§ **What you need to do**:
Nothing but the pictures may be left out. Restate the rest of the entries word for word.

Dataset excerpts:
______________________________

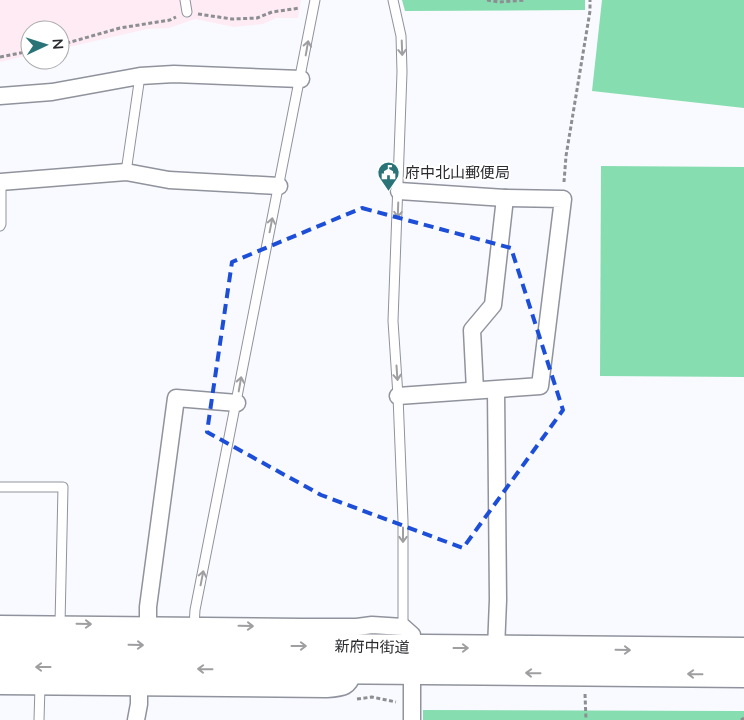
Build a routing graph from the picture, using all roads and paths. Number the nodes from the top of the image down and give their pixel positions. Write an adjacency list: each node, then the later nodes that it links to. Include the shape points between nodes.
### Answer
1 (186, 0): 7 (lane)
2 (315, 0): 11 (lane, one-way to 2)
3 (393, 0): 16 (lane, one-way to 16, via 401,36)
4 (487, 0): 5 (path)
5 (525, 0)
6 (590, 0): 18 (path, via 566,156)
7 (187, 12)
8 (20, 53): 9 (path)
9 (0, 57)
10 (140, 76): 11 (street, via 174,74); 12 (street, via 52,92); 13 (lane)
11 (301, 79): 15 (lane)
12 (0, 96)
13 (126, 172): 14 (street); 15 (street, via 169,180)
14 (0, 182): 19 (lane)
15 (279, 186): 23 (lane, one-way to 15)
16 (399, 191): 17 (street); 22 (lane, one-way to 22, via 393,321)
17 (505, 198): 18 (street); 20 (street, via 494,305 472,330)
18 (563, 199): 21 (street, via 540,386)
19 (0, 226)
20 (474, 390): 21 (street); 22 (street)
21 (496, 390): 30 (street)
22 (398, 396): 31 (lane, one-way to 31)
23 (237, 403): 27 (street, via 176,398); 28 (lane, one-way to 23)
24 (0, 487): 26 (lane, via 63,487)
25 (0, 624): 26 (street)
26 (60, 624): 27 (street, one-way to 27)
27 (148, 626): 28 (street)
28 (194, 626): 31 (street, one-way to 31, via 372,625)
29 (0, 644): 31 (main road, 新府中街道, one-way to 31)
30 (496, 648): 31 (main road, 新府中街道, one-way to 30); 32 (main road, 新府中街道, one-way to 32)
31 (409, 649): 34 (main road, 新府中街道); 35 (main road, 新府中街道, one-way to 31); 42 (street)
32 (744, 651)
33 (0, 667): 34 (main road, 新府中街道, one-way to 33)
34 (354, 671): 38 (street, via 346,686 326,689)
35 (744, 674)
36 (0, 686): 37 (street)
37 (40, 686): 38 (street); 40 (lane)
38 (139, 687): 41 (street)
39 (585, 694): 43 (path)
40 (39, 720)
41 (136, 720)
42 (412, 720)
43 (586, 720)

______________________________

§ **Final answer**:
Build a routing graph from the picture, using all roads and paths. Number the nodes from the top of the image down and give their pixel positions. Write an adjacency list: each node, then the later nodes that it links to. Include the shape points between nodes.
### Answer
1 (186, 0): 7 (lane)
2 (315, 0): 11 (lane, one-way to 2)
3 (393, 0): 16 (lane, one-way to 16, via 401,36)
4 (487, 0): 5 (path)
5 (525, 0)
6 (590, 0): 18 (path, via 566,156)
7 (187, 12)
8 (20, 53): 9 (path)
9 (0, 57)
10 (140, 76): 11 (street, via 174,74); 12 (street, via 52,92); 13 (lane)
11 (301, 79): 15 (lane)
12 (0, 96)
13 (126, 172): 14 (street); 15 (street, via 169,180)
14 (0, 182): 19 (lane)
15 (279, 186): 23 (lane, one-way to 15)
16 (399, 191): 17 (street); 22 (lane, one-way to 22, via 393,321)
17 (505, 198): 18 (street); 20 (street, via 494,305 472,330)
18 (563, 199): 21 (street, via 540,386)
19 (0, 226)
20 (474, 390): 21 (street); 22 (street)
21 (496, 390): 30 (street)
22 (398, 396): 31 (lane, one-way to 31)
23 (237, 403): 27 (street, via 176,398); 28 (lane, one-way to 23)
24 (0, 487): 26 (lane, via 63,487)
25 (0, 624): 26 (street)
26 (60, 624): 27 (street, one-way to 27)
27 (148, 626): 28 (street)
28 (194, 626): 31 (street, one-way to 31, via 372,625)
29 (0, 644): 31 (main road, 新府中街道, one-way to 31)
30 (496, 648): 31 (main road, 新府中街道, one-way to 30); 32 (main road, 新府中街道, one-way to 32)
31 (409, 649): 34 (main road, 新府中街道); 35 (main road, 新府中街道, one-way to 31); 42 (street)
32 (744, 651)
33 (0, 667): 34 (main road, 新府中街道, one-way to 33)
34 (354, 671): 38 (street, via 346,686 326,689)
35 (744, 674)
36 (0, 686): 37 (street)
37 (40, 686): 38 (street); 40 (lane)
38 (139, 687): 41 (street)
39 (585, 694): 43 (path)
40 (39, 720)
41 (136, 720)
42 (412, 720)
43 (586, 720)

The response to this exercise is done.